Милый дедушка - Владимир Курносенко
Шрифт:
Интервал:
Закладка:
Я плохо помню детство, может быть, потому, что слишком помню его. Кумы были прибежищем для многих, подобных нам, — единственное слабое утешение той жизни. Мы были дети изгоя. Нас ненавидели поощряемой бесплатной ненавистью, на которую так падки плебеи и несчастные.
Мы жили в заброшенной полуразвалившейся усадьбе, купленной за бесценок у одного из старых приятелей отца и наскоро отремонтированной с помощью двух рабов, сохранивших нам верность. Ахерусейское озеро, на берегу которого стоял наш дом, давно заросло травой и стало болотом. Вечерами к окнам подползал коричневый туман, и было слышно кваканье лягушек с выпученными безразличными глазами… До сих пор я боюсь сырости и вздрагиваю, когда на шею мне садится комар.

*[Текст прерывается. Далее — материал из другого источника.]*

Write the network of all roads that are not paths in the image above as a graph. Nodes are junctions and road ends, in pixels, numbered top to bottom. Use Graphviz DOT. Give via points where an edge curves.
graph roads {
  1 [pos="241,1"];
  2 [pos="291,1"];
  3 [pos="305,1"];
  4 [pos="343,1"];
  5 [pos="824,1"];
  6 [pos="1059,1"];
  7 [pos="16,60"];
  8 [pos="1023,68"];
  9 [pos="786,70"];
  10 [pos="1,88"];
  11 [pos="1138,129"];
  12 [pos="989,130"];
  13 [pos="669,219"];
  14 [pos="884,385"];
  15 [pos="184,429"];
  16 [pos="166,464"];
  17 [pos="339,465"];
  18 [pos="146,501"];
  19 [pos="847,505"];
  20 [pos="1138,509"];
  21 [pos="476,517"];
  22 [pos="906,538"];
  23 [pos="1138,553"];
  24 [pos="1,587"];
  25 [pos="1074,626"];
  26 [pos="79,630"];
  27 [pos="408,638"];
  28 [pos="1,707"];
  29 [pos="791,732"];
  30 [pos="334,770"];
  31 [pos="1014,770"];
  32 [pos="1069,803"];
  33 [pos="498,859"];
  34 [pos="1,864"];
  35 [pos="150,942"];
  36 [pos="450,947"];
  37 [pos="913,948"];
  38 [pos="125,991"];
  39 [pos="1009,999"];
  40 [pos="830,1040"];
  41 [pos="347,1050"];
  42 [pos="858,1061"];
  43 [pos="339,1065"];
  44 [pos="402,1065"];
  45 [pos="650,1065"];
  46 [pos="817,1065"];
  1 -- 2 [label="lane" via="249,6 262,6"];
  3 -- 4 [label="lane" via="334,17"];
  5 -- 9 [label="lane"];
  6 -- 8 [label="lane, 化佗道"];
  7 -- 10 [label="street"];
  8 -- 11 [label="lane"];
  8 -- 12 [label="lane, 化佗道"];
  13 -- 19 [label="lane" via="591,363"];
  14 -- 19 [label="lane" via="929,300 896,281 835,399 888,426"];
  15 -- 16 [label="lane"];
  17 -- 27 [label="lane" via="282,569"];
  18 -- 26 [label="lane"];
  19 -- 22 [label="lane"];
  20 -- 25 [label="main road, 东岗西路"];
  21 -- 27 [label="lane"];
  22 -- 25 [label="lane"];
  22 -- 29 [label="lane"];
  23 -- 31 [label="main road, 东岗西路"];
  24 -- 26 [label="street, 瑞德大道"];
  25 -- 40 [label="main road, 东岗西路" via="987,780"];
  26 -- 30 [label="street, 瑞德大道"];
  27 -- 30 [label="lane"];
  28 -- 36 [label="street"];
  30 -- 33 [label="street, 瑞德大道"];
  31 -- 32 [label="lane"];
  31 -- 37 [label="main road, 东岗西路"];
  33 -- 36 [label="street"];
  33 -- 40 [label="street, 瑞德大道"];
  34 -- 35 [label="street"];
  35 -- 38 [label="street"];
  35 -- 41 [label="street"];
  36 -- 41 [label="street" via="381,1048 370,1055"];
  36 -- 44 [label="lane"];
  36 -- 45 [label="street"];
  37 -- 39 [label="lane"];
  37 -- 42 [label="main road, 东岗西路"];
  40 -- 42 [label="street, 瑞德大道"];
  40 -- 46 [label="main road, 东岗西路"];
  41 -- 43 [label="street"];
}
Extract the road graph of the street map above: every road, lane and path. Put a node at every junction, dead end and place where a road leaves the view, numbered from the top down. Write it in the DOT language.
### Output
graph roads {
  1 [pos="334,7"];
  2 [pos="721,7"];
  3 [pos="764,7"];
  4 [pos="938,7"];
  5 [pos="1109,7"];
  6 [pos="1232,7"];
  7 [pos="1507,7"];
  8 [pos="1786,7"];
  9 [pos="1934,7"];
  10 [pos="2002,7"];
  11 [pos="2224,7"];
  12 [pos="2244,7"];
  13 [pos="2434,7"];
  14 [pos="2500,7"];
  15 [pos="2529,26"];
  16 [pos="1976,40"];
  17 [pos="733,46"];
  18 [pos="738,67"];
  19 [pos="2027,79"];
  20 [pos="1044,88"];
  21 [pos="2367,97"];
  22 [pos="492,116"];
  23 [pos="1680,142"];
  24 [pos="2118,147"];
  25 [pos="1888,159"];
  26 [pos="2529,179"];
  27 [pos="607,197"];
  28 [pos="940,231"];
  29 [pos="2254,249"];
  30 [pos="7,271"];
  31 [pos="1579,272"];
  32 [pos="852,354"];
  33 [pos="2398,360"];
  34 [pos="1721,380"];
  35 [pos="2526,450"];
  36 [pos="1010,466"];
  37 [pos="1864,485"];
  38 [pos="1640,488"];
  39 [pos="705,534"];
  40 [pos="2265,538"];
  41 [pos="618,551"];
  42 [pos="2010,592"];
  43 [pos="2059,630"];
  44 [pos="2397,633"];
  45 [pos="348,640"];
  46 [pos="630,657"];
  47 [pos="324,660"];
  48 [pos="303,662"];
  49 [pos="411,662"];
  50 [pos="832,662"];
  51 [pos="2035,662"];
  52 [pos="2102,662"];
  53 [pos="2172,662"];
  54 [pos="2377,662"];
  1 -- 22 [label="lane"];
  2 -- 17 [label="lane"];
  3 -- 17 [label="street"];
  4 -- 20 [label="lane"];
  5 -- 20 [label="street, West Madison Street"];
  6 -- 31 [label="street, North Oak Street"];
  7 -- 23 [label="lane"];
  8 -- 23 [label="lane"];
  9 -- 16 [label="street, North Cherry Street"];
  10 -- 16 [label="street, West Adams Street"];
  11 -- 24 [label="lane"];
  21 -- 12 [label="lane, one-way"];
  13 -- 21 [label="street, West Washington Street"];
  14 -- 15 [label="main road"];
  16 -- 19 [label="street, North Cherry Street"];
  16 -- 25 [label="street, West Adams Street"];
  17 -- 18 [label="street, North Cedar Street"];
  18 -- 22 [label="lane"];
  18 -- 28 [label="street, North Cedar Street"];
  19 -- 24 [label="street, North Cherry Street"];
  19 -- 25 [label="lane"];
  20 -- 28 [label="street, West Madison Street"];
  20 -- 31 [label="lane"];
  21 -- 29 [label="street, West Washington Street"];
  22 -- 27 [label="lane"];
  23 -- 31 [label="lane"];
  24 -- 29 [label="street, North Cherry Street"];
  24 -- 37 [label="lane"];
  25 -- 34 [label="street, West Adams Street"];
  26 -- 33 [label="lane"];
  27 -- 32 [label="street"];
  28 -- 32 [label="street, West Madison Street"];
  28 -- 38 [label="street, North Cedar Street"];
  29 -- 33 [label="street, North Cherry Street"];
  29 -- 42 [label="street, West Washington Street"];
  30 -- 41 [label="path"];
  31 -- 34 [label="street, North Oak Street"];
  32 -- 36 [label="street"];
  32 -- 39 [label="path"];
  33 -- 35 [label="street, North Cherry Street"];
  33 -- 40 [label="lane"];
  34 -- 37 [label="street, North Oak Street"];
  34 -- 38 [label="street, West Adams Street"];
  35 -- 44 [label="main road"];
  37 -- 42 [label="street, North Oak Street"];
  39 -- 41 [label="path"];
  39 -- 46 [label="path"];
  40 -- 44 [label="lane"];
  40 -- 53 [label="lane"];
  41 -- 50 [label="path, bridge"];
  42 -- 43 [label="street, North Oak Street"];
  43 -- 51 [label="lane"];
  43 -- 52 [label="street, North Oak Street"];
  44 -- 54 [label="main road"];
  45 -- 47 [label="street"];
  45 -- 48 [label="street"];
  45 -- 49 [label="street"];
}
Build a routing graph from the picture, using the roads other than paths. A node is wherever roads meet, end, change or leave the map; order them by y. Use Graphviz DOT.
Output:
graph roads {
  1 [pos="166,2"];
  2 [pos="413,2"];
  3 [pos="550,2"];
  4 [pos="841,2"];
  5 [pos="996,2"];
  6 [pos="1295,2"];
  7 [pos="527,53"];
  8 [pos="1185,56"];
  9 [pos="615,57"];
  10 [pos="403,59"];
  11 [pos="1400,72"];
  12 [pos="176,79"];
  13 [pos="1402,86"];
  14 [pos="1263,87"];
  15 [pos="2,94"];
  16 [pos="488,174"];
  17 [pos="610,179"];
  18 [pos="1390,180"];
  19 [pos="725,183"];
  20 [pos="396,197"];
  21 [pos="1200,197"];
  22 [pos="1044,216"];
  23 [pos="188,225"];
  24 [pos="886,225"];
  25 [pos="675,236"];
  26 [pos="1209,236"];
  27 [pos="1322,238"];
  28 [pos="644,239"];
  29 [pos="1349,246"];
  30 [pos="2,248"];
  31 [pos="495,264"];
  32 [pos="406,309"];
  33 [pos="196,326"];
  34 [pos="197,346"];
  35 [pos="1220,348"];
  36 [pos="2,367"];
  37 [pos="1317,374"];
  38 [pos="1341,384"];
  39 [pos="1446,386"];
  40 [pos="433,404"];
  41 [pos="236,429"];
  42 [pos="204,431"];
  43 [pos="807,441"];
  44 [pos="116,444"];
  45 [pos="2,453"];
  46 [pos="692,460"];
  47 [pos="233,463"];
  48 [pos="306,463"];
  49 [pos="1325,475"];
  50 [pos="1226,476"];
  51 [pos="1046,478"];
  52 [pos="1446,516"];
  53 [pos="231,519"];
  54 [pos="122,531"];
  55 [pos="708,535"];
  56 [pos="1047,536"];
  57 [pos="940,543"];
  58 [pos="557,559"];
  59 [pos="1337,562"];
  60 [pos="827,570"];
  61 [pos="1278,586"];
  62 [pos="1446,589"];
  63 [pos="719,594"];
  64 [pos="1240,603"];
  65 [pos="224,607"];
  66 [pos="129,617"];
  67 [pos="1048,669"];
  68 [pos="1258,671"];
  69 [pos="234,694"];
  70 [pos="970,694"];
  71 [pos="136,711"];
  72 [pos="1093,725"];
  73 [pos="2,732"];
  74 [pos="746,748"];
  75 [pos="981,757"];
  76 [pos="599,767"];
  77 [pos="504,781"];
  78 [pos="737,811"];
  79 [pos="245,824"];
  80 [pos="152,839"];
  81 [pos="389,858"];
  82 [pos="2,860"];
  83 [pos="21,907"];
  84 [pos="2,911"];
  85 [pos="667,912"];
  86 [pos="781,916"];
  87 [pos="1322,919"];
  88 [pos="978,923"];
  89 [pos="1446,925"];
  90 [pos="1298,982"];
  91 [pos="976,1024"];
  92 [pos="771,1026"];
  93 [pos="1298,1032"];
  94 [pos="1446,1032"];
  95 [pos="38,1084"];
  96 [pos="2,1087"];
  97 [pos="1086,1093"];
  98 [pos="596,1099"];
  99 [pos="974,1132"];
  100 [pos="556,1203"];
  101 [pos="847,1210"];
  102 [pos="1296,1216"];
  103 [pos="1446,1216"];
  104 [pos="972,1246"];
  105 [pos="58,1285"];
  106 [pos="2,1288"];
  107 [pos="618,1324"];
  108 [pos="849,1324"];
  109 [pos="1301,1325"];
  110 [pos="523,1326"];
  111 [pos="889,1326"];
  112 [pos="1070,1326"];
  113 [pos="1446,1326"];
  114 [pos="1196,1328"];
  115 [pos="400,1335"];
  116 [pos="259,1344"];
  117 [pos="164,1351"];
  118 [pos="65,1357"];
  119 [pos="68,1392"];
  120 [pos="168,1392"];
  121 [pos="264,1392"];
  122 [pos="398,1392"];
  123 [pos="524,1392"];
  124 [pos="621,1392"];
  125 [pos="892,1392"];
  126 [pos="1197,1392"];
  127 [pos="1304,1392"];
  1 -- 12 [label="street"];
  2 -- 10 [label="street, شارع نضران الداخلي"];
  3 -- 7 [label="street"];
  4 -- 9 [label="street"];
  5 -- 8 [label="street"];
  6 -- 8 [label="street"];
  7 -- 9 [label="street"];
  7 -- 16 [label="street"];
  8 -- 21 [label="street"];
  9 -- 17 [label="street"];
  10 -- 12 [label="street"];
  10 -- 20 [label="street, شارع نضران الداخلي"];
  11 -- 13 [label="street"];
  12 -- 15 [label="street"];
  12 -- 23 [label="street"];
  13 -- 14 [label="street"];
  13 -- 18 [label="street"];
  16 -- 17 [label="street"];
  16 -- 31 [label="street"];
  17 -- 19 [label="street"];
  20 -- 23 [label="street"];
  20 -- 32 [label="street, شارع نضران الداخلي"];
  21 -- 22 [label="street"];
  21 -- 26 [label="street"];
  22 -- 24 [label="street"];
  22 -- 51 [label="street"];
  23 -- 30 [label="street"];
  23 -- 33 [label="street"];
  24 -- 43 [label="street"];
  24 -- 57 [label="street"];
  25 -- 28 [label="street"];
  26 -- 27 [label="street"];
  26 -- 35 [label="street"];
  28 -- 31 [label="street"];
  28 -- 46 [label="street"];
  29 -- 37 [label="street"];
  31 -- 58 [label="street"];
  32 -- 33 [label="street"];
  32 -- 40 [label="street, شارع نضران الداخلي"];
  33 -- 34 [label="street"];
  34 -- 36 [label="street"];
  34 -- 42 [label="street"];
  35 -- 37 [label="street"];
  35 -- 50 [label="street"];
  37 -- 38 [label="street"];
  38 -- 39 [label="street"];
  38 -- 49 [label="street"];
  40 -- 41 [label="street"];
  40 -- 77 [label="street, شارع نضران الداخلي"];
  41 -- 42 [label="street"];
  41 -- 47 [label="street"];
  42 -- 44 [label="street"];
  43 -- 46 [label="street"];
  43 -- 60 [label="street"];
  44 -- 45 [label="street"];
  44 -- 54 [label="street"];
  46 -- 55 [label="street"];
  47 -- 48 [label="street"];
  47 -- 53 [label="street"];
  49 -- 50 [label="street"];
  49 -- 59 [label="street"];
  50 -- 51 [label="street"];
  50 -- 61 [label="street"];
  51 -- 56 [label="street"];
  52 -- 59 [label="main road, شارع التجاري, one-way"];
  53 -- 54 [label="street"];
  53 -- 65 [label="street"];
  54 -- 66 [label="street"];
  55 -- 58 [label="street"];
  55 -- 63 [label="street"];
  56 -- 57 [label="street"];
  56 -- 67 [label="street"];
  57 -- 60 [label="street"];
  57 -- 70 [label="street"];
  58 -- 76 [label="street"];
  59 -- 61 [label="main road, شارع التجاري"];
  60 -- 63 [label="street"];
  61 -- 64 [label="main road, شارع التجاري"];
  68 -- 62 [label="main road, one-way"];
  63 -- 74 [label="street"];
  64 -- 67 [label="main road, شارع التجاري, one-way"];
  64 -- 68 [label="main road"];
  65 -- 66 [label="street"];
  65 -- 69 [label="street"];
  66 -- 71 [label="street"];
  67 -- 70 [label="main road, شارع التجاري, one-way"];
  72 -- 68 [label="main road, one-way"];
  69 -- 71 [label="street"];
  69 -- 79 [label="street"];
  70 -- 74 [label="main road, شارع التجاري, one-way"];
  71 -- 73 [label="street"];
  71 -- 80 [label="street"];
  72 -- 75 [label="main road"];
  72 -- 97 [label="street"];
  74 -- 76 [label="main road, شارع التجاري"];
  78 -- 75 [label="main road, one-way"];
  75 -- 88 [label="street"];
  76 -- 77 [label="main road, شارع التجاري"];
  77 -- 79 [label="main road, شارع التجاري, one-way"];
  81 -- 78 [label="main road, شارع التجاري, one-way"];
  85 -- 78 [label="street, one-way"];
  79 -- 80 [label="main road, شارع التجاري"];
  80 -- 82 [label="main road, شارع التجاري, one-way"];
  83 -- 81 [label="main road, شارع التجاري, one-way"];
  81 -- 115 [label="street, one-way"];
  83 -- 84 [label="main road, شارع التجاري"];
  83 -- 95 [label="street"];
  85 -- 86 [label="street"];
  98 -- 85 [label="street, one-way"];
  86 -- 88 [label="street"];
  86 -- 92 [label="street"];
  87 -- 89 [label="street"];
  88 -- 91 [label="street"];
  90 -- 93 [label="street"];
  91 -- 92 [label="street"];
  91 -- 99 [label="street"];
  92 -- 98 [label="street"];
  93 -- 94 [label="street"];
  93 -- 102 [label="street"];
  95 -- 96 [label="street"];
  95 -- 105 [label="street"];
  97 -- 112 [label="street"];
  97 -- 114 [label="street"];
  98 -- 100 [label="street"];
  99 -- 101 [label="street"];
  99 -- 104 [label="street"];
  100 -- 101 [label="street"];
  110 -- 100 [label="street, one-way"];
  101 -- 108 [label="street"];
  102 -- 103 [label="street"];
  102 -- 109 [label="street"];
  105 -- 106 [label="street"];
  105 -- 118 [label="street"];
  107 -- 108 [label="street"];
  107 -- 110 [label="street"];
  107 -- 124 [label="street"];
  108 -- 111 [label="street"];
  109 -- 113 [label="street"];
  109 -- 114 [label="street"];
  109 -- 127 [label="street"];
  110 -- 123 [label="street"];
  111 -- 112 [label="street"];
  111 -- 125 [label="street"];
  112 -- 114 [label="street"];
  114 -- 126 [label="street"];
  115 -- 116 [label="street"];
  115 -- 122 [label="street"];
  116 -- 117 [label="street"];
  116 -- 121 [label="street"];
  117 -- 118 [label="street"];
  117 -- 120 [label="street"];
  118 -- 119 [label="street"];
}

Кроме того что есть в любой провинции, кроме зависти и сплетен, кроме одиночества детства и страха за маленькую сестру (из-за нашей бедности ее приходилось опекать мне) в Кумах была еще пещера пророчицы Сивиллы. Из Рима приезжали богачи, чтобы посмотреть на нее. Сивилла писала свои пророчества на древесных листах, и ветер потом сдувал их в кучу. Пещера давно была пуста, но все детство я верил, что на одном из истлевших листов была когда-то написана и моя жизнь.
Образование я получил плохое, хотя и не совсем обычное. Кроме риторики и грамматики, которыми мучили нас в школе, отец заставлял меня зубрить богочтимого им Вергилия, а сам учил всему, что должен уметь мужчина в рукопашном бою. Мой прадед Луций Габиний Круг погиб в легендарной когорте шестого легиона Юлия, устоявшей против четырех легионов Помпея, и самой дорогой вещью в нашем доме было копье без наконечника — боевая награда моего деда, присягавшего Августу. В двенадцать лет я умел с места запрыгивать на скачущую лошадь, спать стоя и плавать, как дельфин.
Когда Виргинии исполнилось восемь лет, отец с помощью старых связей устроил ее в храм Весты. Ему казалось, боги сберегут ее лучше, чем он. А спустя пять месяцев я надел тогу совершеннолетнего и похоронил отца. Он покончил с собой, уморив себя голодом, считая исполненным родительский долг. Кроме ста шестидесяти пяти тысяч сестерциев в его завещании было пожелание жить так, чтобы смерть не застала меня врасплох.
Каждую осень на его могиле собираются вольноотпущенники и бывшие легионеры Тиберия, высланные или сбежавшие в Кумы от новой власти, они вспоминают отца и говорят, говорят, говорят, размахивая факелами и бессилием…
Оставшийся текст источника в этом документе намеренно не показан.